Image Credits: Reuters
By Rukma Singh
Last month, Burundi had erupted in a series of street protests against the president’s decision to run for a third term in office. The protests have been met with great force by police. Several civilians and police officers have been killed. The emerging and developing political crisis in Burundi, is complex to understand. What is essential to keep in mind, however, is how the international community’s role will eventually attain supremacy in giving a direction to the situation.
In March of last year, President Pierre Nkurunziza, narrowly lost a vote in parliament, that would have removed term limits and allowed him to run for a third term. The period immediately after the vote, offered an opportunity for the international community, to rally around the Burundian elite to ensure that the norm of term limits stuck, sufficiently isolating Nkurunziza and his allies. In a country of Burundi’s size, how the international community engages with local issues matters a great deal for the domestic conduct of politics.
Ever since Burundi achieved independence from Belgium in 1962, the country has experienced various episodes of mass and revenge killings between Hutu and Tutsi ethnic groups. The bloodshed reached its peak during a 10-year civil war, during which over 300,000 people were killed. In 2002, a successful but tenuous peace was established through the groundbreaking Arusha Accords, and for the first time, ethnic differences appeared to be put to one side.
The government had taken an increasingly authoritarian approach, cracking down on independent media and civil society – including the arrests of Pierre-Claver Mbonimba, a human rights activist, and Bob Rugurika, a popular radio journalist. There have been credible reports that the government, and, to a lesser extent, the opposition were actively arming the youth wings of their parties.

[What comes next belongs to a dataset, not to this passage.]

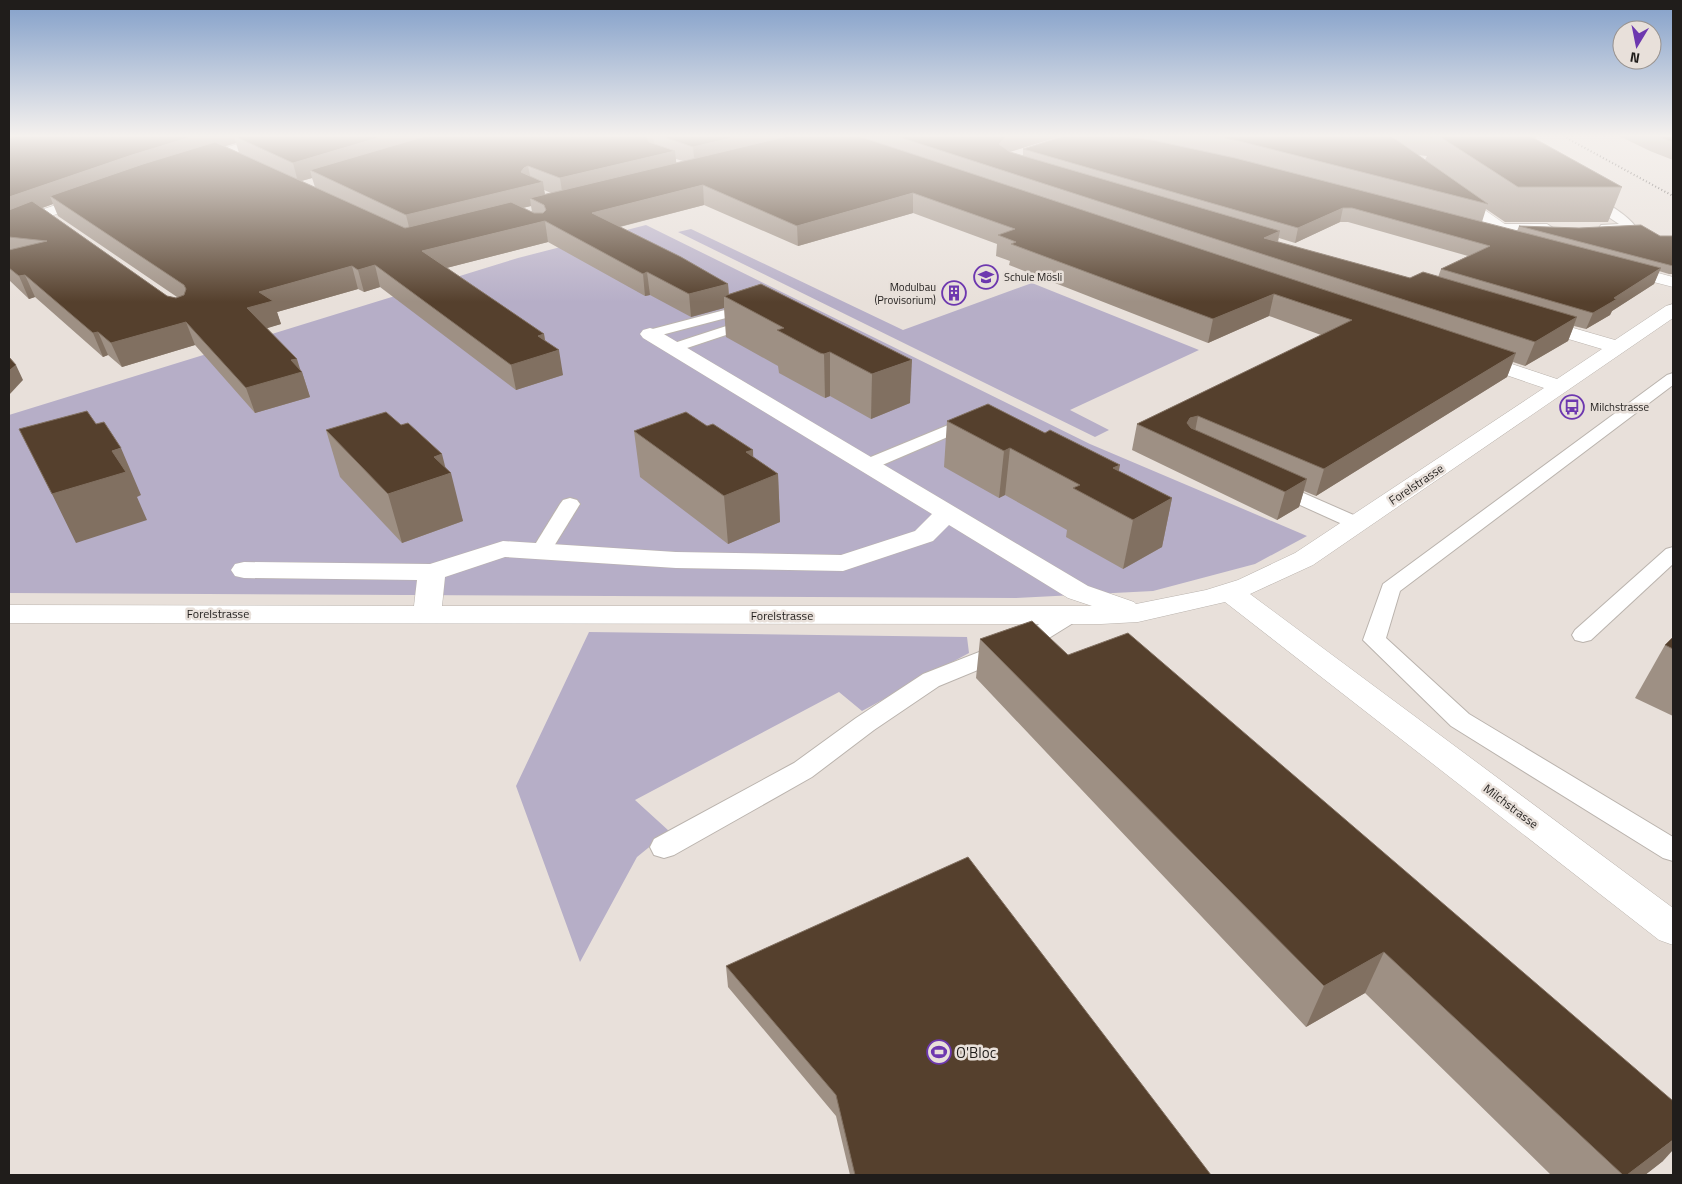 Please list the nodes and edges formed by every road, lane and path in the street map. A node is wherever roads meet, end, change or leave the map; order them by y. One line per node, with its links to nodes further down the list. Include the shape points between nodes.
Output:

At the end of 2014, a massacre took place in Cibitoke, in which at least 47 people were killed, an event that underscored the increasing potential for larger scale atrocities within Burundi.
One thing can be said for the crisis unfolding in Burundi over the past month and a half: it has put this small impoverished East African nation, which most Israelis cannot locate on a map, into the international news cycle.
The ray of hope
On the one hand, socio-economic problems, rising social discontent and extrajudicial killings put severe strains on the government. On the other hand, parallel dialogues have recently started between the European Union and the Burundian government, and between Burundian political actors.
Continuing these parallel dialogues and consolidating peace in Burundi will require mutual concessions by the ruling party and the opposition. It will also require that the donors maintain dialogue with the authorities on the political and security problems, and resort to financial incentives, particularly for the preparation of the elections and the security sector reform. International efforts should focus on protecting journalists and civil society activists, empowering the independent human rights commission, and promoting a security sector reform centered on human rights.
The head of the African Union Commission, Nkosazana Dlamini-Zuma, on Saturday, urged rival-sides in Burundi to engage in dialogue to solve the political crisis gripping the central African nation.
“We would like to encourage all the parties to engage in constructive dialogue placing the interest of the country and the people, welfare and lives of their people and stability and peace above all else,” said AU chairwoman, Dlamini-Zuma at a peace and security meeting in Johannesburg, on the eve of an African Union summit.
Since last month Nkurunziza has faced international pressure to reconsider his attempt to stay in power, which observers fear could plunge the country back into war.
The country will hold parliamentary elections on June 29 and a presidential poll on July 15.